En 2018, le groupe d’experts inter-gouvernemental sur l’évolution du climat (GIEC) prévenait le monde que d’ici 2040, nous devions avoir un bilan nul des émissions atmosphériques de dioxyde de carbone (CO2) pour maintenir le réchauffement global de la planète sous le seuil de 1,5 degré Celsius. Nous éviterions ainsi les principales perturbations climatiques. Pour y parvenir, il nous faut non seulement diminuer nos émissions de CO2, mais aussi augmenter la capture du carbone atmosphérique. Selon Vincent Poirier, professeur en sciences du sol et en stockage du carbone à l’Université du Québec en Abitibi-Témiscamingue (UQAT), « l’agriculture ainsi que la gestion des terres ont beaucoup de potentiel [pour séquestrer le carbone] dans la mesure où on développe des systèmes agroforestiers, de l’agriculture régénératrice et où on limite la perturbation des sols ». En effet, les végétaux sont des agents séquestrant le carbone, c’est-à-dire, selon M. Poirier, qu’ils « opèrent un flux négatif net de CO2. Le carbone peut d’une part être stocké dans la biomasse racinaire et ainsi demeurer dans le sol. » M. Poirier ajoute que « le premier mètre de sol contient davantage de carbone que tous les végétaux de la planète. ». D’autre part, le carbone peut être stocké dans la biomasse aérienne de la plante, soit la tige. C’est ainsi que les plants de chanvre (Cannabis sativa), qui ont une croissance rapide, peuvent être des végétaux de choix pour capter le carbone atmosphérique. Ce carbone peut ensuite être stocké de façon stable dans des matériaux de construction à base de chanvre. De surcroit, ces derniers remplacent des matériaux conventionnels très polluants.

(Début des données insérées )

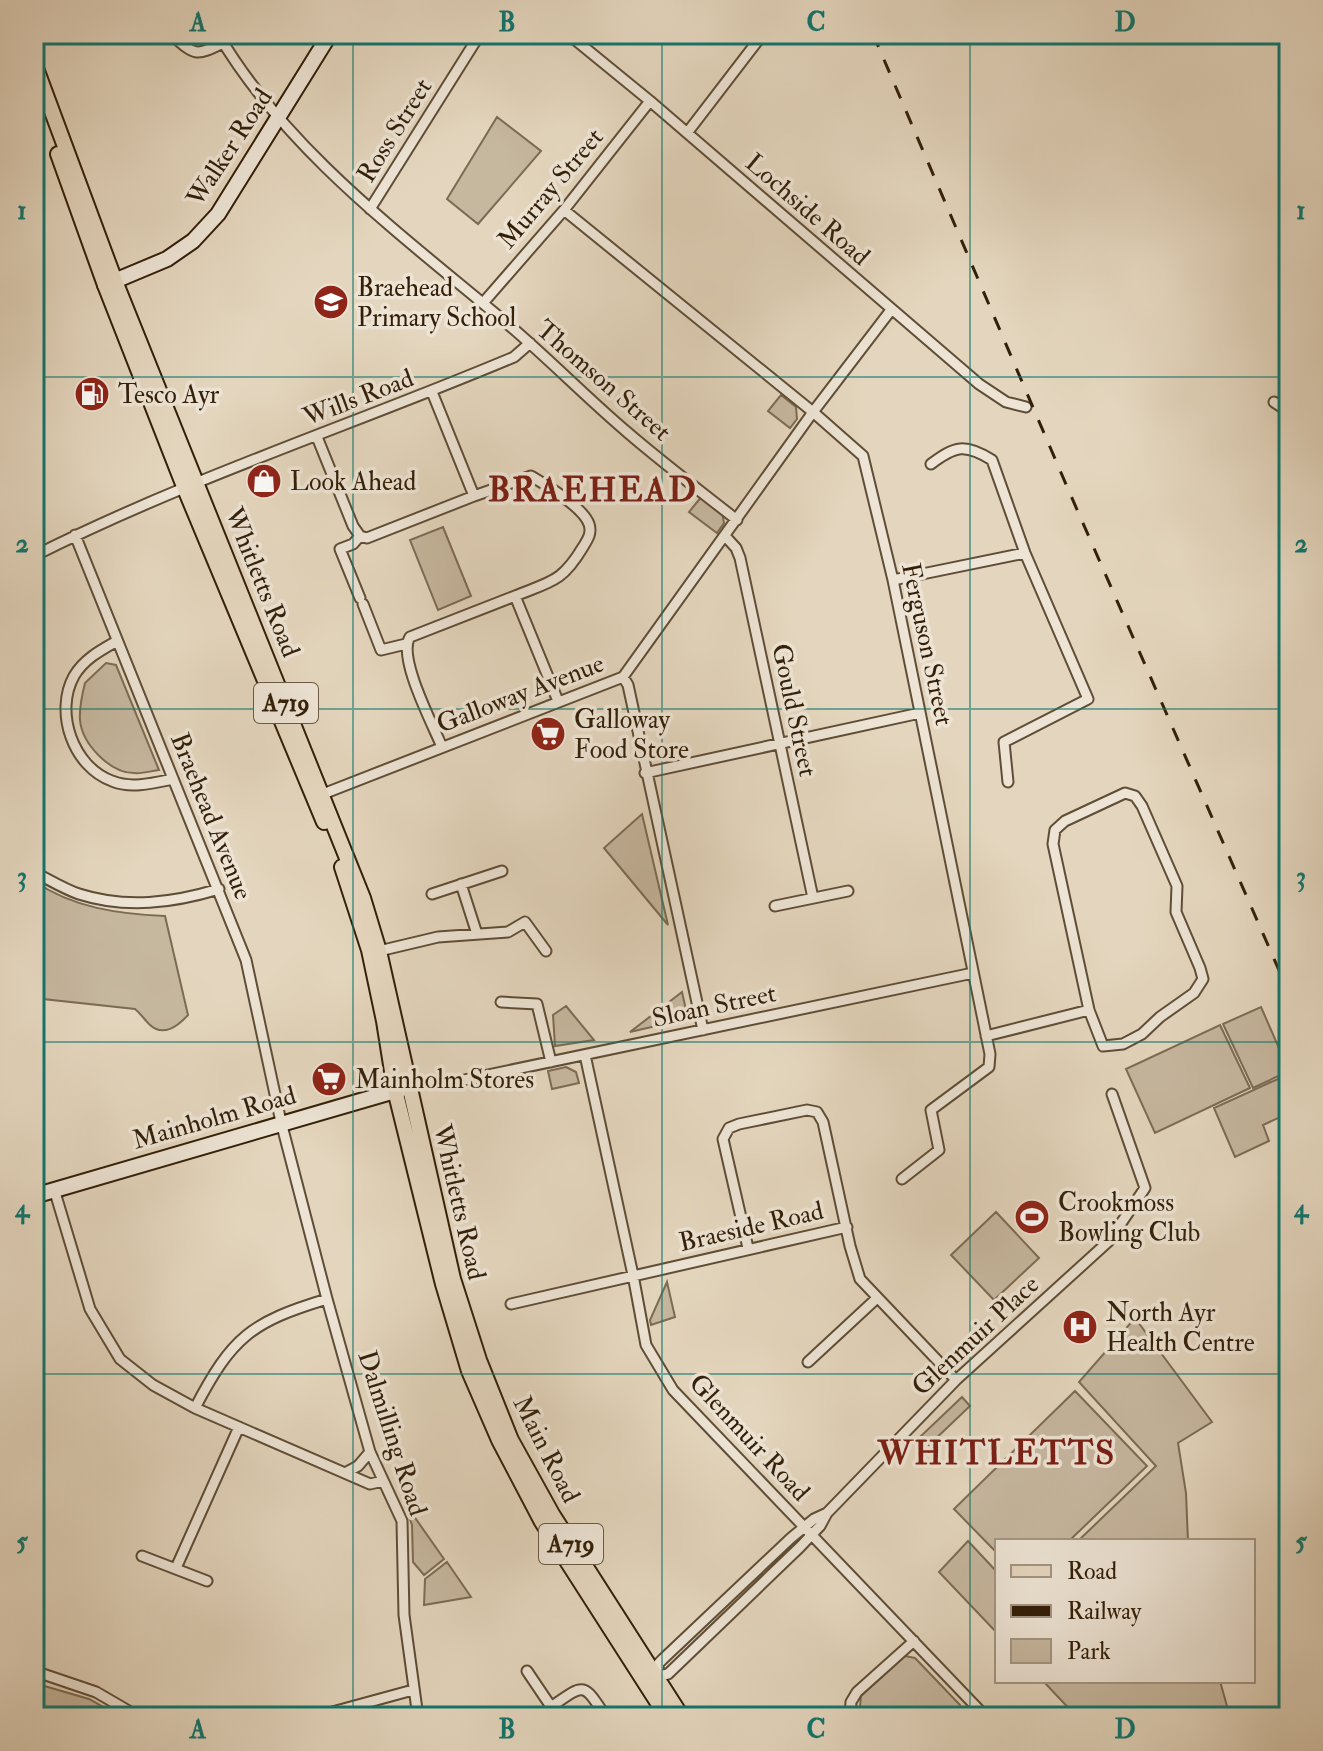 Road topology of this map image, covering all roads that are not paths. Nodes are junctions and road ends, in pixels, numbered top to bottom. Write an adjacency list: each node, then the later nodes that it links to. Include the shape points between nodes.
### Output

« Le premier mètre de sol contient davantage de carbone que tous les végétaux de la planète. »

– Vincent Poirier, professeur en sciences du sol et en stockage du carbone à l’Université du Québec en Abitibi-Témiscamingue (UQAT)

Rappelons que c’est la transformation du carbone en glucose à l’aide de l’énergie solaire qui permet aux végétaux de séquestrer le carbone à long terme. Cette réaction est catalysée par l’enzyme Rubisco. C’est l’enzyme la plus abondante sur terre ! Ce glucose forme des sucres plus complexes,  comme la cellulose et l’hémicellulose, qui sont les plus abondants à travers les plants de chanvre. Le glucose forme aussi la lignine, que l’on retrouve principalement dans le cœur ligneux de la plante, appelé chènevotte, et les pectines, que l’on retrouve surtout dans les fibres de la tige qui conduisent la sève.

DU CHANVRE ET DES HOMMES

Ses usages et son apogée
C’est il y a 8500 ans, alors qu’il développait ses premiers systèmes d’écriture, qu’Homo sapiens a commencé à cultiver Cannabis sativa. Il a été introduit en Europe entre 3000 et 4000 ans avant aujourd’hui, puis introduit en Amérique du Sud en 1545. Le chanvre était principalement cultivé pour les graines, produisant de l’huile, et ses fibres, dont les produits textiles rivalisaient avec le lin. Les fibres offraient aussi des produits solides et résistants à la pourriture. Elles étaient employées pour les voiles, le papier et représentaient le matériau le plus utilisé pour les cordages des bateaux jusqu’au 19e siècle. 

La chute du roi
Cependant, la popularisation du coton dans la fabrication du textile et de la pulpe de bois pour le papier, ainsi que l’avènement des fibres synthétiques et des bateaux à moteur, ont rendu les produits de chanvre obsolètes. L'usage des propriétés narcotiques du chanvre au 20e siècle en Occident a aussi mené à la prohibition de sa culture. Ainsi, au Canada, l’utilisation du Cannabis sativa à des fins non médicales a été interdite en 1938.

La renaissance
Depuis les années 90, l’intérêt pour la culture du chanvre a considérablement recrû dans les pays d’Europe et du Commonwealth. C’est à partir de 1998 que la culture du cannabis a été légalisée pour des utilisations industrielles au Canada.
L'HEURE JUSTE SUR LA PHYLOGÉNIE
La sélection artificielle du Chanvre pour ses fibres et ses effets narcotiques a mené au développement d’une multitude de variétés, ce qui a créé une certaine confusion quant à l’existence de différentes espèces. Ernest Small, un chercheur en botanique pour le gouvernement du Canada, considère qu’il n’y a qu’une seule espèce dans le genre Cannabis, soit Cannabis sativa. Les sous-espèces de celle-ci seraient catégorisées à la fois selon son état de domestication et l'intensité de ses effets narcotiques. Le MAPAQ (ministère de l’Agriculture, des Pêcheries et de l’Alimentation du Québec), qualifie de chanvre industriel une sous-espèce domestiquée ayant moins de 0,3 % de THC (l’agent actif principal provoquant les effets psychoactifs). À titre d’exemple, le cannabis récréatif offert à la SQDC (Société Québécoise du Cannabis) comprend généralement entre 5 et 25 % de THC. 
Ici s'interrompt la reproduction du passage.